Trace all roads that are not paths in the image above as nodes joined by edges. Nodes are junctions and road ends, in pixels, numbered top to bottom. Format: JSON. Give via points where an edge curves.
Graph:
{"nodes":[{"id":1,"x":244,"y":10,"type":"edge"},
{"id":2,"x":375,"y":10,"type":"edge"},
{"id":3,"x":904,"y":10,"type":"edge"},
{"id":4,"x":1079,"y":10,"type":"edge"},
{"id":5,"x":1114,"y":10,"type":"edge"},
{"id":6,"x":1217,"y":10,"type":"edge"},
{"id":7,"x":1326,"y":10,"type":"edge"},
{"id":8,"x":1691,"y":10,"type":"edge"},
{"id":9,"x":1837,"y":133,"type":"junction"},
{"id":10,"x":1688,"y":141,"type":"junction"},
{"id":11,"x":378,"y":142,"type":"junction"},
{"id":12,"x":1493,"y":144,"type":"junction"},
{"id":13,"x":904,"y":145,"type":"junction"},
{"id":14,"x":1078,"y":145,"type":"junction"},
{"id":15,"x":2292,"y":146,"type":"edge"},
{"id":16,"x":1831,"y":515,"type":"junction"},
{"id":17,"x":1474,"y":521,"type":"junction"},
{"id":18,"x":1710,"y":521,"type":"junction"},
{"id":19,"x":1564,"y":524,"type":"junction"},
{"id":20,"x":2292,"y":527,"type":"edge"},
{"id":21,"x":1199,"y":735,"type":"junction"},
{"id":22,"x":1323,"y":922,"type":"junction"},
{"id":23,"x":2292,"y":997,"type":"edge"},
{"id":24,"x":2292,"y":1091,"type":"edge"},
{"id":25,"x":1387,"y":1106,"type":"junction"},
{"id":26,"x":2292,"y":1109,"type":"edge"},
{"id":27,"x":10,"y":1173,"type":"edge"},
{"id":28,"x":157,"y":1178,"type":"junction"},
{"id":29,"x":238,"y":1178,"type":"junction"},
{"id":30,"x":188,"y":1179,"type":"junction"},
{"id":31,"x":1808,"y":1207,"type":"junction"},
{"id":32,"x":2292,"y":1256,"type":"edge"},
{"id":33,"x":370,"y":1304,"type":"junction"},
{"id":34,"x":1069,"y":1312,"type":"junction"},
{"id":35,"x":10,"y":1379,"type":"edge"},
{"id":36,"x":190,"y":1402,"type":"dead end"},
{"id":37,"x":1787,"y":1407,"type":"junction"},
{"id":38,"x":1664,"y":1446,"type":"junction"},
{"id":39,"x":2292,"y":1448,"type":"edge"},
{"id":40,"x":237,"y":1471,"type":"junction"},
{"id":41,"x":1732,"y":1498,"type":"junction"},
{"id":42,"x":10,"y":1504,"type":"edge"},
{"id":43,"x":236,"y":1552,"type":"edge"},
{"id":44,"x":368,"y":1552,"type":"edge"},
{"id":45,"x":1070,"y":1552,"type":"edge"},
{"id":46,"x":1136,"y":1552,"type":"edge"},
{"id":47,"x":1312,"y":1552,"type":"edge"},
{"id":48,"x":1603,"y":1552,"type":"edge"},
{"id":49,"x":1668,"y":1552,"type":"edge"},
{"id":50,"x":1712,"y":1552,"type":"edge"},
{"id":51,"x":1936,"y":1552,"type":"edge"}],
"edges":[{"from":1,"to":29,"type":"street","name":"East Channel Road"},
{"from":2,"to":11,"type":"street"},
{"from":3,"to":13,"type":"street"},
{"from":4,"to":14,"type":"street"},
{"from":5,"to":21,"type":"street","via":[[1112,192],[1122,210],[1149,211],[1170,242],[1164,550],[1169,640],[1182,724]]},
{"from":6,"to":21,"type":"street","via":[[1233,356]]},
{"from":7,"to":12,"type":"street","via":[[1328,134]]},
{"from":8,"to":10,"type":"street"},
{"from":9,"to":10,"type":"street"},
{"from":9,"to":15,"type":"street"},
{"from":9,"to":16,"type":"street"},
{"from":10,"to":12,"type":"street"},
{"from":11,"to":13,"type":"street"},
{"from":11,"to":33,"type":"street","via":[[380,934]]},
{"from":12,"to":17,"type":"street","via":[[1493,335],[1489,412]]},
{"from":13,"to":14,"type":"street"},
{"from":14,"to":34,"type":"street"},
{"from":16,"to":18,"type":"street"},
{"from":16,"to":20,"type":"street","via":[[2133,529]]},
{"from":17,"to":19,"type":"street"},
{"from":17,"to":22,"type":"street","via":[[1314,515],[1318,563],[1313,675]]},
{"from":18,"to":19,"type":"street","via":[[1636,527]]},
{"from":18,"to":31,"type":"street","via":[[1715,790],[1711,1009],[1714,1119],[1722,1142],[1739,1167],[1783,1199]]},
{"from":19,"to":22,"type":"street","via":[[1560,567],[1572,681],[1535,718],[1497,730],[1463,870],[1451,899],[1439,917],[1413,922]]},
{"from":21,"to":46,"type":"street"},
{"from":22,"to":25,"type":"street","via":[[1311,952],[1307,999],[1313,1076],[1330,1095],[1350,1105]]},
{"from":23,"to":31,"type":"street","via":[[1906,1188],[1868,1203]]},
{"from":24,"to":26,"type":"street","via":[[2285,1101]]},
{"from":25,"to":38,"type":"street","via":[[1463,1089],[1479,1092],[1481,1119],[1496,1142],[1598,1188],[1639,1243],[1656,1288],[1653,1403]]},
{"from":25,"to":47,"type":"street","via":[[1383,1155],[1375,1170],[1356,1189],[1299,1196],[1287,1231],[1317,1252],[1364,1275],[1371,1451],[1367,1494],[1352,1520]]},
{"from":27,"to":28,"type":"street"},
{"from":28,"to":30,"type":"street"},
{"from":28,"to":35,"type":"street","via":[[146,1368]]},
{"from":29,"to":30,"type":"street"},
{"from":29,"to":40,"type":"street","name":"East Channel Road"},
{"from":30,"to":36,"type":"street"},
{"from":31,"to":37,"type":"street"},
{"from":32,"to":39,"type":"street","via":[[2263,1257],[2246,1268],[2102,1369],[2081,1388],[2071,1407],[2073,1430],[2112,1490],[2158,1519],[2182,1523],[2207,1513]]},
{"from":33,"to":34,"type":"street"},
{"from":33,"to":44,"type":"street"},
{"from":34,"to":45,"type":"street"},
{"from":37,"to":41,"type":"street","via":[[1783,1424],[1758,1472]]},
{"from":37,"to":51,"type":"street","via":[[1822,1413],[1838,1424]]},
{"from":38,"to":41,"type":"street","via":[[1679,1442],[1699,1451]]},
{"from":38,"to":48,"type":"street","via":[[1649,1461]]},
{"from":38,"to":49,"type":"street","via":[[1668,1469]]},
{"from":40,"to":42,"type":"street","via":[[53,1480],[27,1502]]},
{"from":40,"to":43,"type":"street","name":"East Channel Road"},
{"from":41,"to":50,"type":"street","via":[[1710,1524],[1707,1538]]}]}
##########
WORK INSTRUCTIONS: Whatever appears in the data above must be copied word for word.

REPLY TO THE TASK:
Trace all roads that are not paths in the image above as nodes joined by edges. Nodes are junctions and road ends, in pixels, numbered top to bottom. Format: JSON. Give via points where an edge curves.
Graph:
{"nodes":[{"id":1,"x":244,"y":10,"type":"edge"},
{"id":2,"x":375,"y":10,"type":"edge"},
{"id":3,"x":904,"y":10,"type":"edge"},
{"id":4,"x":1079,"y":10,"type":"edge"},
{"id":5,"x":1114,"y":10,"type":"edge"},
{"id":6,"x":1217,"y":10,"type":"edge"},
{"id":7,"x":1326,"y":10,"type":"edge"},
{"id":8,"x":1691,"y":10,"type":"edge"},
{"id":9,"x":1837,"y":133,"type":"junction"},
{"id":10,"x":1688,"y":141,"type":"junction"},
{"id":11,"x":378,"y":142,"type":"junction"},
{"id":12,"x":1493,"y":144,"type":"junction"},
{"id":13,"x":904,"y":145,"type":"junction"},
{"id":14,"x":1078,"y":145,"type":"junction"},
{"id":15,"x":2292,"y":146,"type":"edge"},
{"id":16,"x":1831,"y":515,"type":"junction"},
{"id":17,"x":1474,"y":521,"type":"junction"},
{"id":18,"x":1710,"y":521,"type":"junction"},
{"id":19,"x":1564,"y":524,"type":"junction"},
{"id":20,"x":2292,"y":527,"type":"edge"},
{"id":21,"x":1199,"y":735,"type":"junction"},
{"id":22,"x":1323,"y":922,"type":"junction"},
{"id":23,"x":2292,"y":997,"type":"edge"},
{"id":24,"x":2292,"y":1091,"type":"edge"},
{"id":25,"x":1387,"y":1106,"type":"junction"},
{"id":26,"x":2292,"y":1109,"type":"edge"},
{"id":27,"x":10,"y":1173,"type":"edge"},
{"id":28,"x":157,"y":1178,"type":"junction"},
{"id":29,"x":238,"y":1178,"type":"junction"},
{"id":30,"x":188,"y":1179,"type":"junction"},
{"id":31,"x":1808,"y":1207,"type":"junction"},
{"id":32,"x":2292,"y":1256,"type":"edge"},
{"id":33,"x":370,"y":1304,"type":"junction"},
{"id":34,"x":1069,"y":1312,"type":"junction"},
{"id":35,"x":10,"y":1379,"type":"edge"},
{"id":36,"x":190,"y":1402,"type":"dead end"},
{"id":37,"x":1787,"y":1407,"type":"junction"},
{"id":38,"x":1664,"y":1446,"type":"junction"},
{"id":39,"x":2292,"y":1448,"type":"edge"},
{"id":40,"x":237,"y":1471,"type":"junction"},
{"id":41,"x":1732,"y":1498,"type":"junction"},
{"id":42,"x":10,"y":1504,"type":"edge"},
{"id":43,"x":236,"y":1552,"type":"edge"},
{"id":44,"x":368,"y":1552,"type":"edge"},
{"id":45,"x":1070,"y":1552,"type":"edge"},
{"id":46,"x":1136,"y":1552,"type":"edge"},
{"id":47,"x":1312,"y":1552,"type":"edge"},
{"id":48,"x":1603,"y":1552,"type":"edge"},
{"id":49,"x":1668,"y":1552,"type":"edge"},
{"id":50,"x":1712,"y":1552,"type":"edge"},
{"id":51,"x":1936,"y":1552,"type":"edge"}],
"edges":[{"from":1,"to":29,"type":"street","name":"East Channel Road"},
{"from":2,"to":11,"type":"street"},
{"from":3,"to":13,"type":"street"},
{"from":4,"to":14,"type":"street"},
{"from":5,"to":21,"type":"street","via":[[1112,192],[1122,210],[1149,211],[1170,242],[1164,550],[1169,640],[1182,724]]},
{"from":6,"to":21,"type":"street","via":[[1233,356]]},
{"from":7,"to":12,"type":"street","via":[[1328,134]]},
{"from":8,"to":10,"type":"street"},
{"from":9,"to":10,"type":"street"},
{"from":9,"to":15,"type":"street"},
{"from":9,"to":16,"type":"street"},
{"from":10,"to":12,"type":"street"},
{"from":11,"to":13,"type":"street"},
{"from":11,"to":33,"type":"street","via":[[380,934]]},
{"from":12,"to":17,"type":"street","via":[[1493,335],[1489,412]]},
{"from":13,"to":14,"type":"street"},
{"from":14,"to":34,"type":"street"},
{"from":16,"to":18,"type":"street"},
{"from":16,"to":20,"type":"street","via":[[2133,529]]},
{"from":17,"to":19,"type":"street"},
{"from":17,"to":22,"type":"street","via":[[1314,515],[1318,563],[1313,675]]},
{"from":18,"to":19,"type":"street","via":[[1636,527]]},
{"from":18,"to":31,"type":"street","via":[[1715,790],[1711,1009],[1714,1119],[1722,1142],[1739,1167],[1783,1199]]},
{"from":19,"to":22,"type":"street","via":[[1560,567],[1572,681],[1535,718],[1497,730],[1463,870],[1451,899],[1439,917],[1413,922]]},
{"from":21,"to":46,"type":"street"},
{"from":22,"to":25,"type":"street","via":[[1311,952],[1307,999],[1313,1076],[1330,1095],[1350,1105]]},
{"from":23,"to":31,"type":"street","via":[[1906,1188],[1868,1203]]},
{"from":24,"to":26,"type":"street","via":[[2285,1101]]},
{"from":25,"to":38,"type":"street","via":[[1463,1089],[1479,1092],[1481,1119],[1496,1142],[1598,1188],[1639,1243],[1656,1288],[1653,1403]]},
{"from":25,"to":47,"type":"street","via":[[1383,1155],[1375,1170],[1356,1189],[1299,1196],[1287,1231],[1317,1252],[1364,1275],[1371,1451],[1367,1494],[1352,1520]]},
{"from":27,"to":28,"type":"street"},
{"from":28,"to":30,"type":"street"},
{"from":28,"to":35,"type":"street","via":[[146,1368]]},
{"from":29,"to":30,"type":"street"},
{"from":29,"to":40,"type":"street","name":"East Channel Road"},
{"from":30,"to":36,"type":"street"},
{"from":31,"to":37,"type":"street"},
{"from":32,"to":39,"type":"street","via":[[2263,1257],[2246,1268],[2102,1369],[2081,1388],[2071,1407],[2073,1430],[2112,1490],[2158,1519],[2182,1523],[2207,1513]]},
{"from":33,"to":34,"type":"street"},
{"from":33,"to":44,"type":"street"},
{"from":34,"to":45,"type":"street"},
{"from":37,"to":41,"type":"street","via":[[1783,1424],[1758,1472]]},
{"from":37,"to":51,"type":"street","via":[[1822,1413],[1838,1424]]},
{"from":38,"to":41,"type":"street","via":[[1679,1442],[1699,1451]]},
{"from":38,"to":48,"type":"street","via":[[1649,1461]]},
{"from":38,"to":49,"type":"street","via":[[1668,1469]]},
{"from":40,"to":42,"type":"street","via":[[53,1480],[27,1502]]},
{"from":40,"to":43,"type":"street","name":"East Channel Road"},
{"from":41,"to":50,"type":"street","via":[[1710,1524],[1707,1538]]}]}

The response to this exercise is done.